En tout cas, j'ai l'impression que c'est un peu pour ça que j'ai du mal à m'adapter aux remous de la vie parisienne, aux remugles du métro, à l'inconstance d'une vie passée entre deux chez soi, une quinzaine d'heure de tgv par mois, comme si j'éparpillais mes organes internes tout du long de la route.
Mes habitudes salvatrices mettent des jours à se recréer. Je réapprends à vivre dans un environnement si différent de celui que je quitte, il me faut du temps pour reprendre mes marques. Puis il faut déjà repartir et tout recommencer de l'autre côté. Je me fais l'effet d'un Sisyphe en blue jeans.

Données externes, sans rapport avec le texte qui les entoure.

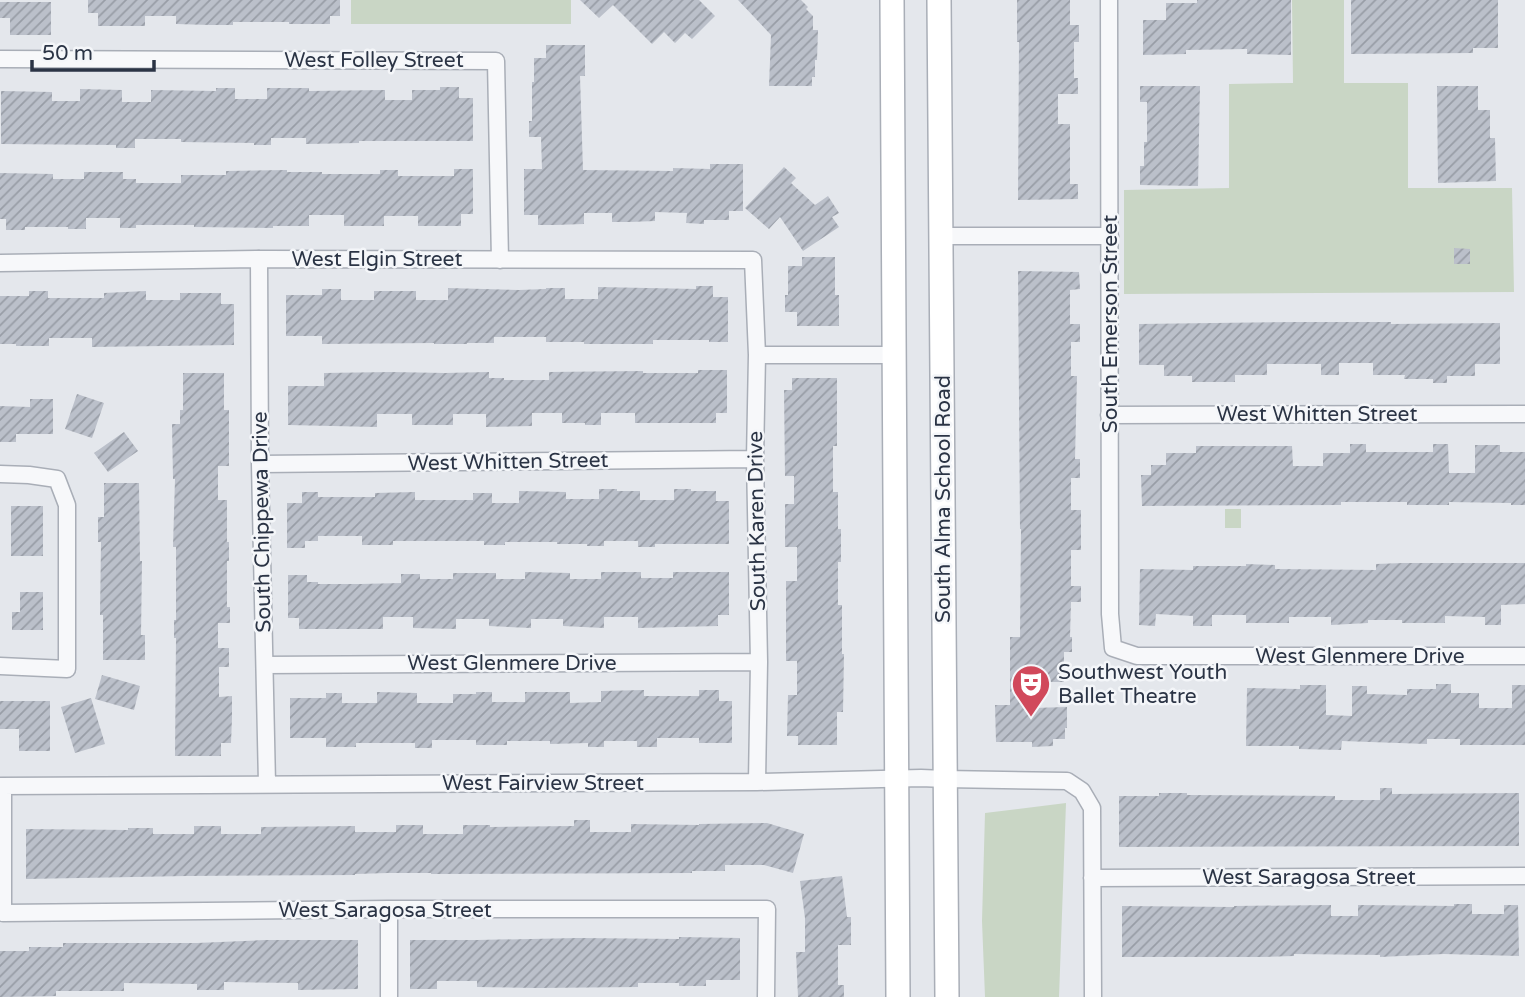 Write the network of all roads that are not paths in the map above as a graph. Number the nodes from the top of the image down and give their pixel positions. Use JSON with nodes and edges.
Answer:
{"nodes":[{"id":1,"x":892,"y":0,"type":"edge"},
{"id":2,"x":939,"y":0,"type":"edge"},
{"id":3,"x":1109,"y":0,"type":"edge"},
{"id":4,"x":0,"y":59,"type":"edge"},
{"id":5,"x":941,"y":236,"type":"junction"},
{"id":6,"x":1110,"y":236,"type":"junction"},
{"id":7,"x":259,"y":259,"type":"junction"},
{"id":8,"x":500,"y":260,"type":"junction"},
{"id":9,"x":753,"y":260,"type":"joint"},
{"id":10,"x":0,"y":263,"type":"edge"},
{"id":11,"x":757,"y":355,"type":"junction"},
{"id":12,"x":893,"y":355,"type":"junction"},
{"id":13,"x":1525,"y":414,"type":"edge"},
{"id":14,"x":1109,"y":415,"type":"junction"},
{"id":15,"x":755,"y":459,"type":"junction"},
{"id":16,"x":260,"y":464,"type":"junction"},
{"id":17,"x":0,"y":474,"type":"edge"},
{"id":18,"x":1112,"y":648,"type":"joint"},
{"id":19,"x":1525,"y":656,"type":"edge"},
{"id":20,"x":759,"y":662,"type":"junction"},
{"id":21,"x":265,"y":665,"type":"junction"},
{"id":22,"x":0,"y":666,"type":"edge"},
{"id":23,"x":897,"y":779,"type":"junction"},
{"id":24,"x":944,"y":779,"type":"junction"},
{"id":25,"x":757,"y":782,"type":"junction"},
{"id":26,"x":267,"y":784,"type":"junction"},
{"id":27,"x":1,"y":786,"type":"edge"},
{"id":28,"x":1525,"y":876,"type":"edge"},
{"id":29,"x":1093,"y":878,"type":"junction"},
{"id":30,"x":388,"y":909,"type":"junction"},
{"id":31,"x":388,"y":997,"type":"edge"},
{"id":32,"x":766,"y":997,"type":"edge"},
{"id":33,"x":898,"y":997,"type":"edge"},
{"id":34,"x":947,"y":997,"type":"edge"},
{"id":35,"x":1093,"y":997,"type":"edge"}],
"edges":[{"from":1,"to":12,"type":"main road"},
{"from":2,"to":5,"type":"main road","name":"South Alma School Road"},
{"from":3,"to":6,"type":"street","name":"South Emerson Street"},
{"from":4,"to":8,"type":"street","name":"West Folley Street"},
{"from":5,"to":6,"type":"street"},
{"from":5,"to":24,"type":"main road","name":"South Alma School Road"},
{"from":6,"to":14,"type":"street","name":"South Emerson Street"},
{"from":7,"to":8,"type":"street","name":"West Elgin Street"},
{"from":7,"to":10,"type":"street","name":"West Elgin Street"},
{"from":7,"to":16,"type":"street","name":"South Chippewa Drive"},
{"from":8,"to":9,"type":"street","name":"West Elgin Street"},
{"from":9,"to":11,"type":"street","name":"South Karen Drive"},
{"from":11,"to":12,"type":"street"},
{"from":11,"to":15,"type":"street","name":"South Karen Drive"},
{"from":12,"to":23,"type":"main road"},
{"from":13,"to":14,"type":"street","name":"West Whitten Street"},
{"from":14,"to":18,"type":"street","name":"South Emerson Street"},
{"from":15,"to":16,"type":"street","name":"West Whitten Street"},
{"from":15,"to":20,"type":"street","name":"South Karen Drive"},
{"from":16,"to":21,"type":"street","name":"South Chippewa Drive"},
{"from":17,"to":22,"type":"street"},
{"from":18,"to":19,"type":"street","name":"West Glenmere Drive"},
{"from":20,"to":21,"type":"street","name":"West Glenmere Drive"},
{"from":20,"to":25,"type":"street","name":"South Karen Drive"},
{"from":21,"to":26,"type":"street","name":"South Chippewa Drive"},
{"from":23,"to":24,"type":"street","name":"West Fairview Street"},
{"from":23,"to":25,"type":"street","name":"West Fairview Street"},
{"from":23,"to":33,"type":"main road"},
{"from":24,"to":29,"type":"street","name":"West Fairview Street"},
{"from":24,"to":34,"type":"main road","name":"South Alma School Road"},
{"from":25,"to":26,"type":"street","name":"West Fairview Street"},
{"from":26,"to":27,"type":"street","name":"West Fairview Street"},
{"from":27,"to":30,"type":"street","name":"West Saragosa Street"},
{"from":28,"to":29,"type":"street","name":"West Saragosa Street"},
{"from":29,"to":35,"type":"street"},
{"from":30,"to":31,"type":"street"},
{"from":30,"to":32,"type":"street","name":"West Saragosa Street"}]}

Les jours où tout va mal, je me dis que je voudrais rentrer chez moi, et je m'aperçois que "chez moi" est devenu un lieu imaginaire, composite, auquel je ne sais pas accéder. Je finis par être plus chez moi dans mon bureau, où je peux ranger tranquillement les savoirs à leur place, cataloguer, rétro-cataloguer à l'envie, aller ranger des livres quand mes yeux sont trop fatigués pour supporter encore la brillance de l'écran. Il manquerait juste un oreiller pour pouvoir me rouler en boule sous mon bureau parfois...

Je suis convaincue qu'il suffit d'aller bien dans une part de sa vie pour pouvoir supporter tout le reste. En ce moment, au jour le jour, c'est le catalogage qui me permet de ne pas m'effondrer.


Licence Creative CommonsPhoto : prise par mgysler.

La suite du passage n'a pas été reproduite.